Saved entries:

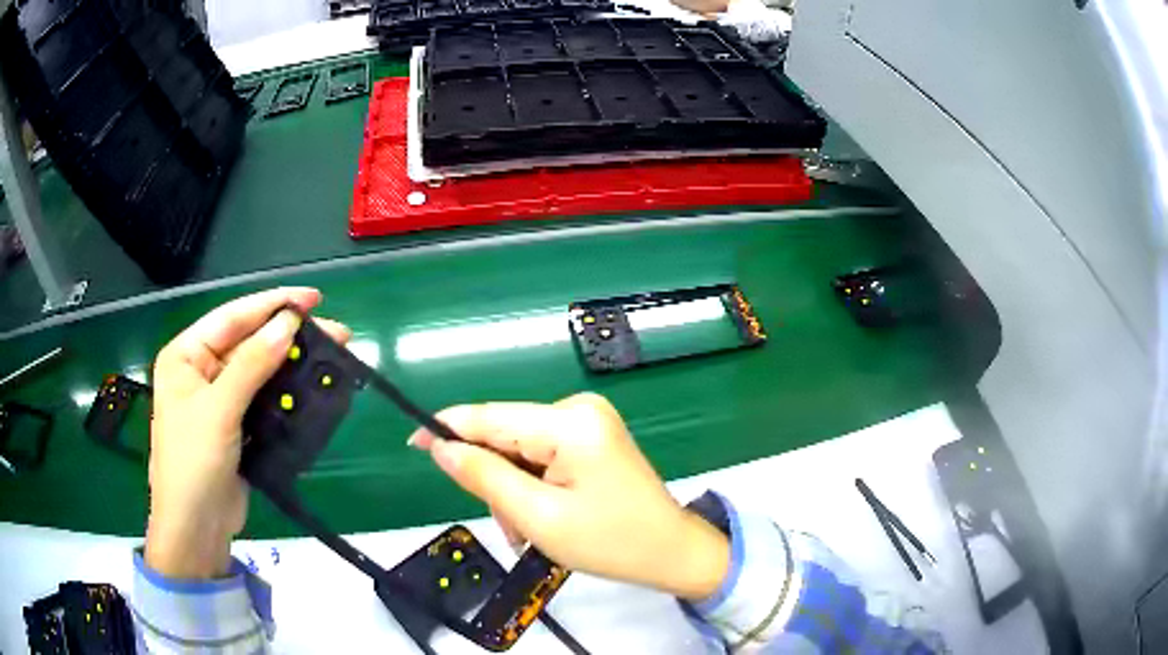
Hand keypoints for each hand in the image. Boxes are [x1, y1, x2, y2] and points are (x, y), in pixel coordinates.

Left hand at [146, 288, 350, 578]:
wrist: (196, 528)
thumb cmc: (193, 463)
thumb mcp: (219, 411)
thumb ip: (252, 365)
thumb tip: (289, 324)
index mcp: (186, 355)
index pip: (232, 318)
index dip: (271, 305)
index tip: (311, 298)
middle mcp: (201, 371)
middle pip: (249, 342)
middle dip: (288, 335)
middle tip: (334, 330)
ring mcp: (220, 400)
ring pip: (260, 371)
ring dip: (292, 364)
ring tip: (331, 356)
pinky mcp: (237, 426)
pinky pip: (264, 399)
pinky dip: (286, 393)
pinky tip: (311, 387)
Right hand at [409, 393, 729, 599]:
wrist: (671, 552)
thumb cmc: (610, 542)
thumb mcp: (538, 517)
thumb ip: (484, 477)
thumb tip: (440, 447)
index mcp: (570, 423)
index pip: (491, 417)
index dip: (448, 428)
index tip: (414, 443)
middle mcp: (578, 409)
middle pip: (505, 435)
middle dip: (494, 480)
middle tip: (509, 526)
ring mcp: (588, 422)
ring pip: (520, 451)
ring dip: (512, 491)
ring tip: (529, 532)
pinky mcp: (591, 438)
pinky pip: (541, 456)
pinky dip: (532, 487)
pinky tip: (543, 518)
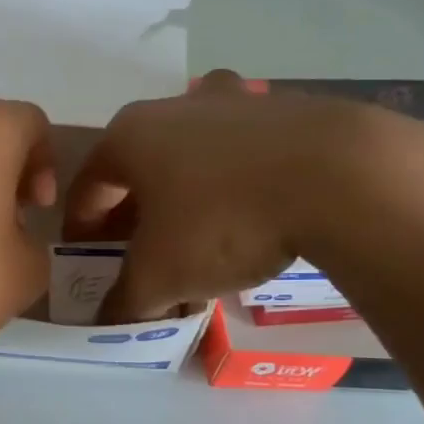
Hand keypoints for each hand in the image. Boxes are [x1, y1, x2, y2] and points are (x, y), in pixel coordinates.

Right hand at [63, 69, 423, 320]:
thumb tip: (111, 321)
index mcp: (131, 136)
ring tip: (200, 240)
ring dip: (186, 196)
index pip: (89, 185)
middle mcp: (176, 108)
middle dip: (134, 213)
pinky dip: (236, 185)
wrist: (342, 177)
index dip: (81, 226)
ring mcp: (236, 102)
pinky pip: (245, 154)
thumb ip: (126, 300)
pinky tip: (255, 220)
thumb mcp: (161, 275)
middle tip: (141, 254)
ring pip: (194, 156)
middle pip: (140, 167)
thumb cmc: (223, 221)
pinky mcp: (289, 110)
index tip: (86, 258)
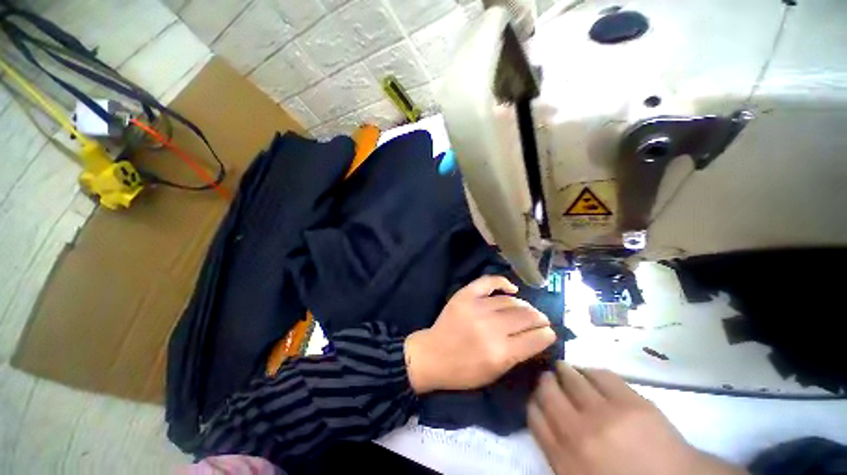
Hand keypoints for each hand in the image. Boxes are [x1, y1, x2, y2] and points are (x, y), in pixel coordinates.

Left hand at [404, 275, 555, 392]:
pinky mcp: (465, 295)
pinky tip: (512, 288)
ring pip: (510, 301)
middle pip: (525, 316)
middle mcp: (491, 327)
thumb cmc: (464, 371)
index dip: (547, 334)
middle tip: (542, 319)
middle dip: (539, 318)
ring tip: (527, 309)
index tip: (550, 332)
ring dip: (523, 305)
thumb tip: (537, 337)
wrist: (433, 354)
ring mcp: (477, 307)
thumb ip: (517, 354)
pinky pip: (488, 282)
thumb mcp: (495, 373)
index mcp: (501, 352)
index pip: (534, 338)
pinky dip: (502, 282)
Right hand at [529, 363, 746, 474]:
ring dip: (564, 371)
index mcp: (564, 458)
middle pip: (547, 391)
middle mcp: (578, 433)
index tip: (536, 396)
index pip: (534, 416)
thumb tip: (543, 417)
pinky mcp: (631, 402)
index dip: (533, 401)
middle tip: (548, 378)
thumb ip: (556, 450)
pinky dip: (589, 371)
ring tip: (564, 370)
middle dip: (545, 381)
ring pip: (570, 378)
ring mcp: (606, 415)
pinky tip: (588, 373)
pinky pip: (599, 374)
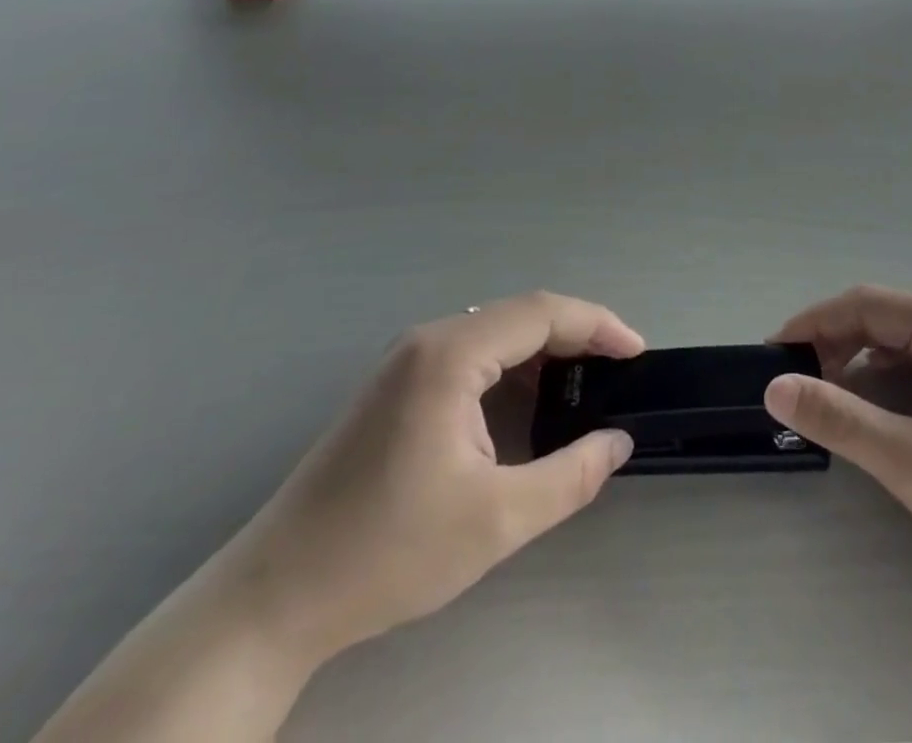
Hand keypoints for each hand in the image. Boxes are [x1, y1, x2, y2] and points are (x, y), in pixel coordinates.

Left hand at [214, 291, 643, 666]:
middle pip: (520, 316)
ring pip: (494, 335)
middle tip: (618, 372)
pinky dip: (510, 371)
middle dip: (576, 337)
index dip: (598, 325)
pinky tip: (527, 407)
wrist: (274, 598)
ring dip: (543, 354)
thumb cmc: (388, 552)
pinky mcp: (395, 387)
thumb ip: (570, 475)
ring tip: (584, 388)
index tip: (638, 353)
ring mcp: (405, 361)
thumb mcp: (496, 520)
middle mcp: (428, 340)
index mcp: (450, 354)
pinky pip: (469, 357)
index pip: (543, 313)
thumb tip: (617, 442)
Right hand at [765, 286, 911, 672]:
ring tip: (830, 412)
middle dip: (833, 350)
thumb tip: (774, 386)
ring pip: (898, 346)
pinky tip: (876, 422)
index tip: (771, 358)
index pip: (864, 304)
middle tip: (797, 394)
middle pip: (880, 321)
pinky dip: (887, 388)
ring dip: (858, 371)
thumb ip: (840, 419)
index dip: (811, 325)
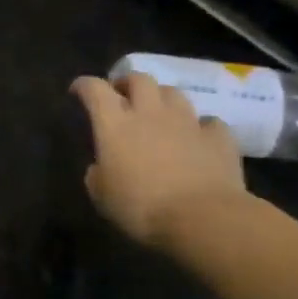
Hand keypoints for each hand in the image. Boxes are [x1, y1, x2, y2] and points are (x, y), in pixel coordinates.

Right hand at [71, 73, 250, 246]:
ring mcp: (187, 123)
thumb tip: (100, 168)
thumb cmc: (141, 207)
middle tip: (122, 96)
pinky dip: (201, 126)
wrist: (204, 219)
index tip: (78, 90)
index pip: (95, 89)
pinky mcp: (219, 139)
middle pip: (139, 79)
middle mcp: (150, 114)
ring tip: (159, 113)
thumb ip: (97, 174)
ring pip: (174, 93)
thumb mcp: (101, 196)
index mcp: (114, 124)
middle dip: (127, 83)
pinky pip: (209, 122)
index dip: (84, 85)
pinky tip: (198, 137)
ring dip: (162, 98)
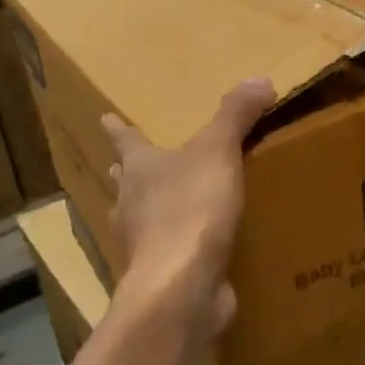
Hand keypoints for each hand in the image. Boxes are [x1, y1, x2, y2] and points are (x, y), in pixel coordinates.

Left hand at [101, 77, 275, 338]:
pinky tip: (194, 249)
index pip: (126, 140)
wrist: (181, 286)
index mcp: (140, 169)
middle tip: (125, 166)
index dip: (118, 128)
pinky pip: (166, 253)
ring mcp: (142, 244)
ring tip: (159, 206)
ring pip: (138, 219)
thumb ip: (236, 115)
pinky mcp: (161, 275)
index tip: (104, 118)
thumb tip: (259, 79)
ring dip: (146, 211)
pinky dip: (175, 247)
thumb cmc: (191, 209)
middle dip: (126, 173)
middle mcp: (132, 204)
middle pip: (125, 182)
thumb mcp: (218, 151)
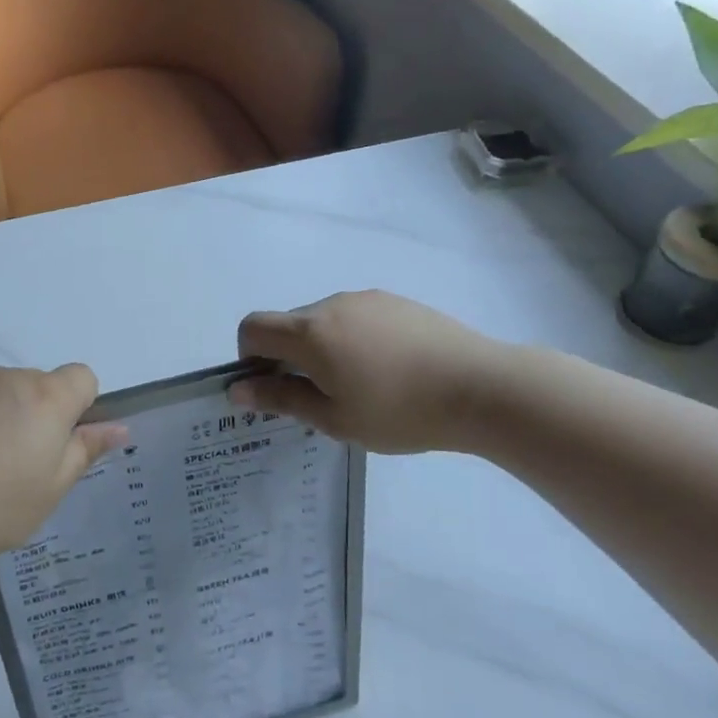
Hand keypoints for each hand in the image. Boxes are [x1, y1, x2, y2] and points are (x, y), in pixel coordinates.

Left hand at [0, 366, 126, 565]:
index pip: (81, 377)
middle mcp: (7, 378)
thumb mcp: (51, 490)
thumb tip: (118, 427)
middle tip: (11, 464)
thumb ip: (86, 450)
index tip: (57, 442)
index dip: (78, 406)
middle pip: (34, 385)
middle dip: (31, 413)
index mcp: (46, 398)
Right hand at [231, 290, 519, 453]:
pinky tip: (390, 369)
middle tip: (323, 398)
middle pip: (289, 324)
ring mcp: (367, 299)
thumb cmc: (400, 411)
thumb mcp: (334, 418)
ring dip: (324, 348)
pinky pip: (356, 316)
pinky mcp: (396, 301)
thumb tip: (237, 390)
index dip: (249, 356)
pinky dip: (354, 339)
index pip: (253, 327)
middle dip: (290, 356)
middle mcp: (332, 304)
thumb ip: (281, 399)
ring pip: (324, 321)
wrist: (481, 387)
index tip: (276, 386)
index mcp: (310, 332)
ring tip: (364, 386)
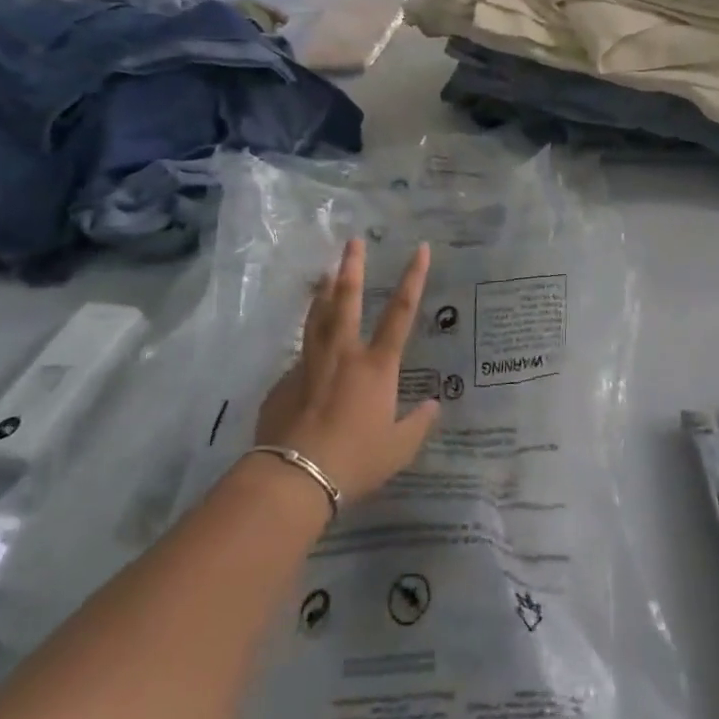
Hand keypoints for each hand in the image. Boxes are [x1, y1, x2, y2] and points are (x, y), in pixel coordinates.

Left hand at [255, 239, 438, 503]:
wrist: (296, 477)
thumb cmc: (356, 460)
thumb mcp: (399, 448)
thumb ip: (418, 424)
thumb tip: (434, 406)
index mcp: (377, 366)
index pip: (402, 311)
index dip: (414, 277)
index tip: (420, 249)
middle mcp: (344, 354)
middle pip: (347, 299)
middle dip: (352, 267)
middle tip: (352, 241)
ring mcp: (310, 364)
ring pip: (317, 318)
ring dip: (323, 293)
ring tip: (325, 274)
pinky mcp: (284, 382)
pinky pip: (300, 357)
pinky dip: (308, 348)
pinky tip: (307, 357)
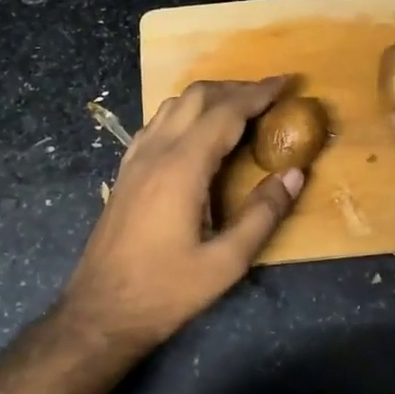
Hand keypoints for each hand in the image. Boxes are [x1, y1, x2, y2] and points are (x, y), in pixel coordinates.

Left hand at [61, 77, 304, 348]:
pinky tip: (197, 132)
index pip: (226, 112)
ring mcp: (135, 159)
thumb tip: (294, 174)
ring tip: (239, 109)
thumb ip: (262, 215)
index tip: (287, 82)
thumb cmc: (165, 291)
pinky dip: (184, 114)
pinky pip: (156, 124)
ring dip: (209, 97)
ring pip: (173, 105)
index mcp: (182, 167)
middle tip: (269, 95)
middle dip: (236, 88)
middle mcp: (156, 152)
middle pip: (197, 97)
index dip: (259, 93)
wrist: (100, 311)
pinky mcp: (125, 172)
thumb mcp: (225, 263)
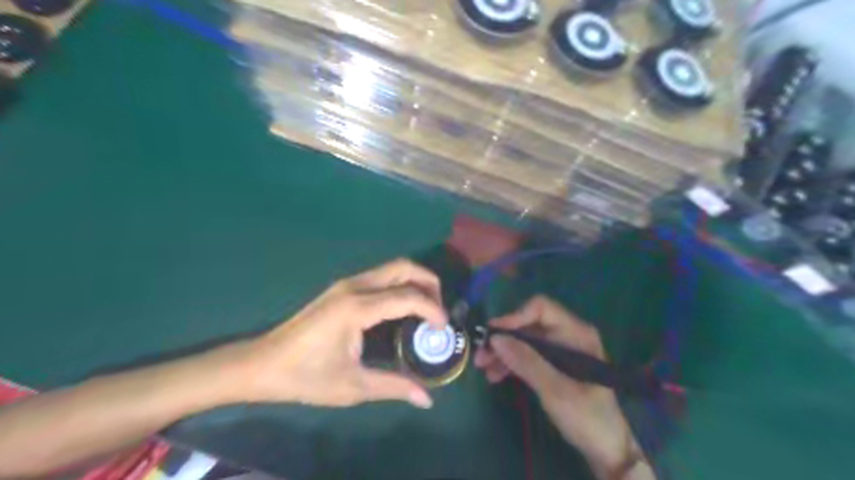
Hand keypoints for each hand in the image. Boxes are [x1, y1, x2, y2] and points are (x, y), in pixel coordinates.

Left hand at [233, 259, 447, 408]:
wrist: (262, 364)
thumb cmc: (305, 377)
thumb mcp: (353, 386)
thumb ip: (394, 386)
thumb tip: (427, 399)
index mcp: (357, 307)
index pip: (407, 296)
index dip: (432, 309)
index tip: (443, 328)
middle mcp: (354, 287)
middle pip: (403, 267)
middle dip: (429, 282)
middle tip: (439, 309)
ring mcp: (347, 284)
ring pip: (392, 268)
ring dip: (415, 282)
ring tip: (426, 308)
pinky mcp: (342, 289)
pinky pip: (381, 277)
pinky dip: (400, 286)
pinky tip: (402, 309)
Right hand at [470, 297, 643, 475]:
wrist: (607, 446)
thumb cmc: (587, 415)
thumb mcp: (555, 389)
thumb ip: (526, 362)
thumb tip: (495, 339)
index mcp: (575, 332)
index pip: (541, 308)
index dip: (515, 317)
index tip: (493, 335)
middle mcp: (567, 334)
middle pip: (529, 325)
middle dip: (504, 339)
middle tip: (481, 355)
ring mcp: (560, 349)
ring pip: (525, 340)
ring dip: (504, 352)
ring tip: (484, 368)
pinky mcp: (554, 364)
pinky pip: (528, 355)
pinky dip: (512, 362)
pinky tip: (496, 375)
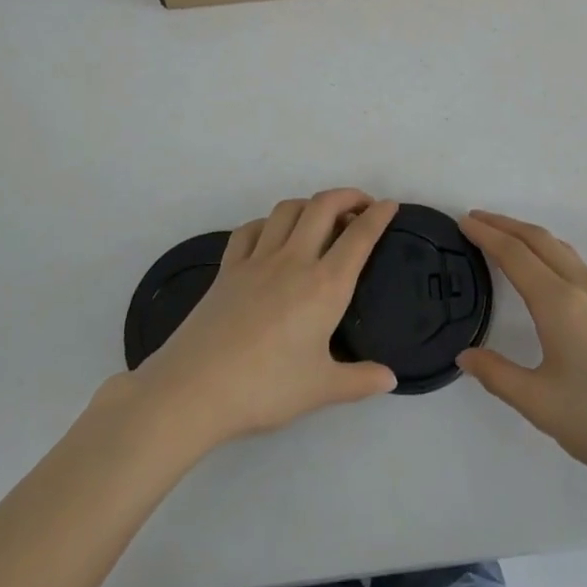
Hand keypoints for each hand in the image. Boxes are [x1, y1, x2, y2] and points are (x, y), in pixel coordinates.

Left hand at [122, 190, 398, 454]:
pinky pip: (251, 229)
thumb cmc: (266, 388)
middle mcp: (294, 260)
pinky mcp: (228, 267)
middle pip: (323, 206)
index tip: (390, 205)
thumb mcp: (321, 390)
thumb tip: (390, 378)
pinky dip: (268, 223)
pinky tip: (271, 235)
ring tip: (320, 217)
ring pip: (287, 210)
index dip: (378, 215)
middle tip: (361, 205)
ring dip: (309, 204)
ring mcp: (257, 259)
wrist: (196, 388)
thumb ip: (359, 380)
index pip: (359, 237)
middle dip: (347, 196)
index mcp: (324, 285)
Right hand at [456, 211, 586, 503]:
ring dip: (530, 237)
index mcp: (560, 304)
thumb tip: (465, 356)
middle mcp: (585, 288)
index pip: (515, 254)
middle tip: (477, 220)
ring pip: (562, 250)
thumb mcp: (540, 405)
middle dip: (506, 225)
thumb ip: (497, 375)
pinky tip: (546, 274)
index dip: (487, 235)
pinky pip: (578, 265)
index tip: (464, 222)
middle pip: (539, 240)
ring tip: (505, 239)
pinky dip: (551, 253)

* WHAT NEEDS TO BE DONE *
Search the entries above for the word "Left" and copy each line where it appears.

* RESPONSE TO THIS TASK *
Left hand at [146, 288, 350, 578]:
Left hand at [404, 275, 555, 392]:
Left hand at [214, 291, 643, 666]:
Left hand at [101, 77, 275, 338]:
Left hand at [0, 366, 126, 565]:
Left hand at [255, 239, 438, 503]:
Left hand at [61, 77, 304, 348]:
Left hand at [233, 259, 447, 408]:
Left hand at [122, 190, 398, 454]:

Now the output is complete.